Tuesday, March 3, 2015

The D. L. Moody Memorial Church
 by: chicago designslinger

 [The D. L. Moody Memorial Church & Sunday School (1925) Fugard & Knapp, architects / Image & Artwork: chicago designslinger]

In 1854, 17-year-old Dwight Lyman Moody left his mother's home in Northfield, Massachusetts near the New Hampshire border and headed south to Boston. He had big plans. He set out on a mission to learn the ins and outs of the business world, intent on earning $100,000 a year as a result of his endeavors. Once he reached Boston he found work as a clerk in a shoe store and by the time he turned nineteen, he had come to the conclusion that Chicago might actually be the place where he would realize his dream.

  [The D. L. Moody Memorial Church & Sunday School, 1635 N. La Salle Street, Chicago / Image & Artwork: chicago designslinger]

He wouldn't be the first, nor the last New Englander who believed that the young city out on the western frontier might be just the right place for an enterprising young man to make a fortune in the dry goods trade. Marshall Field, another Massachusetts native, came to Chicago in the same year as Moody, but while Field went on to become one of the wealthiest men in the United States, Moody found another calling. He was working as a salesman for C.N. Henderson & Co. in downtown Chicago, when he discovered a neighborhood very different from the one he lived in on Michigan Avenue. Just north of the Chicago River, in and around Illinois, Franklin and Market (today's Orleans) Streets Moody discovered a ramshackle neighborhood comprised primarily of Irish immigrants from an area in County Cork, Ireland called Kilgubbin. It was one of the city's densest and poorest whose streets were lined with small, deteriorating wooden shacks and filled with young boys popularly known as "Street Arabs."

  [The D. L. Moody Memorial Church & Sunday School, Near North Side, Chicago / Image & Artwork: chicago designslinger]

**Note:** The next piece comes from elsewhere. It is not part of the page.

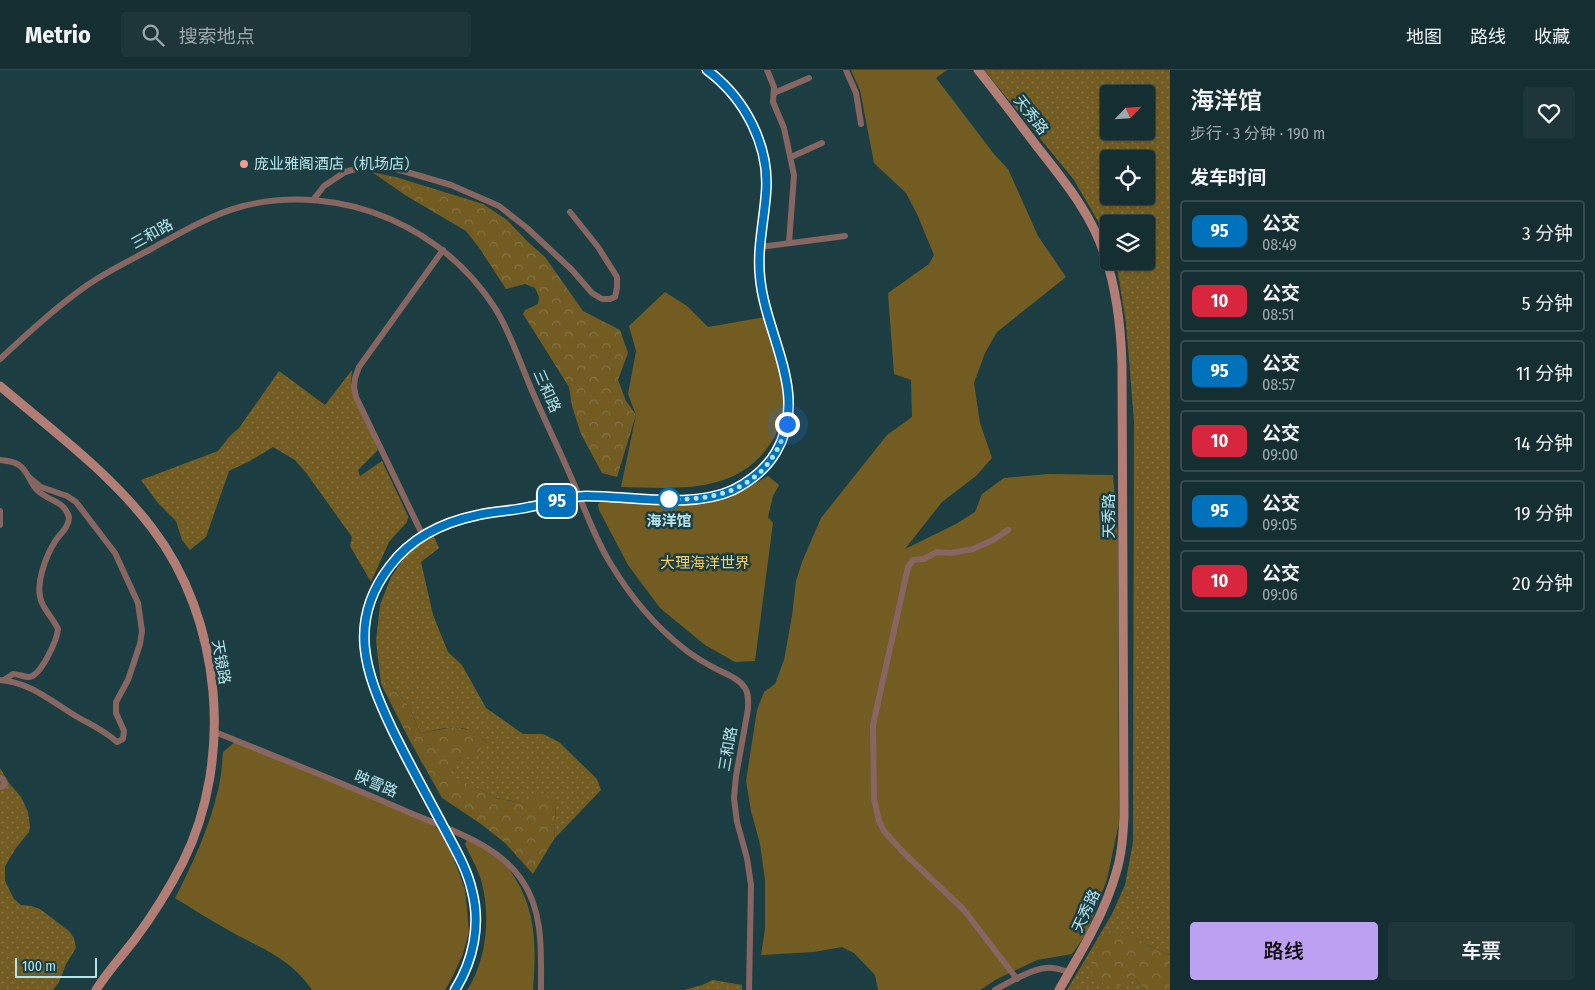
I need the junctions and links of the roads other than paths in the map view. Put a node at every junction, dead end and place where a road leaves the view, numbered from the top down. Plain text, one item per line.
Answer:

Moody, an active member of Plymouth Congregational Church which was located near the boarding house he was living in, thought that if he could get these unruly young men to attend Sunday school he might be able to save them from the horrible life he believed was ahead of them. In 1859 he rented a room in one of the dilapidated buildings in the neighborhood, and with missionary zeal began canvassing the streets for young recruits. All of this effort caught the attention of upstate New York transplant and dry goods tycoon James V. Farwell, who offered Moody a meeting space in Farwell's North Market Hall building on Hubbard Street for the Sunday classes. Moody quit his job, ditched the idea of earning $100,000-a-year, and dedicated himself to his new life calling.

  [The D. L. Moody Memorial Church & Sunday School, Old Town, Chicago / Image & Artwork: chicago designslinger]

By 1864, Moody had become well known in the city for his work, and was able to raise enough funds to build a church and Sunday school on Illinois Street. Swept away in the fire of 1871, he sets his sights on a location further north and chose the intersection of Chicago Avenue and La Salle Street. Ironically, he never served as the church's senior pastor, instead choosing to focus all of his attention and energy on his evangelical, soul-saving mission. In 1874 after an extended excursion conducting revival meetings across England, Moody settled in his home town of Northfield, Massachusetts where he died in 1899. The last decade of his life rarely saw him back in Chicago, but in 1886 he was actively involved in the creation of the Chicago Evangelization Society.

  [The D. L. Moody Memorial Church & Sunday School, Chicago / Image & Artwork: chicago designslinger]

After his death, and in honor of their founder, the Society became the Moody Bible Institute and the church the D. L. Moody Memorial Church & School. Although they both took on the Moody label, and although the pastor of the church often served as the president of the Institute, legally they were, and are, their own separate entities - which has lead to much confusion. In 1915 Moody Memorial Church left their corner at Chicago Avenue and La Salle Street and the main campus of their cousin the Institute, and erected a very large "temporary" wooden tabernacle farther up La Salle at North Avenue. The temporary tabernacle was on its last wooden legs by the mid-1920s when the congregation announced that architects Fugard & Knapp would be designing a permanent home for the church and school. John Fugard and George Knapp had designed a number of large apartment houses along East Lake Shore Drive and in the Gold Coast neighborhood in their nine years as partners, and Moody Church would be one of their last projects together. In May, 1925 while the church was under construction, George Knapp decided to focus on his investment portfolio and left the firm. Their highly ornamented exterior enclosed a Sunday school and a 5,000-seat auditorium with enough space left over for a 300 person choir. The structure became one of the largest, purpose-built, Christian-identified, worship spaces in the world.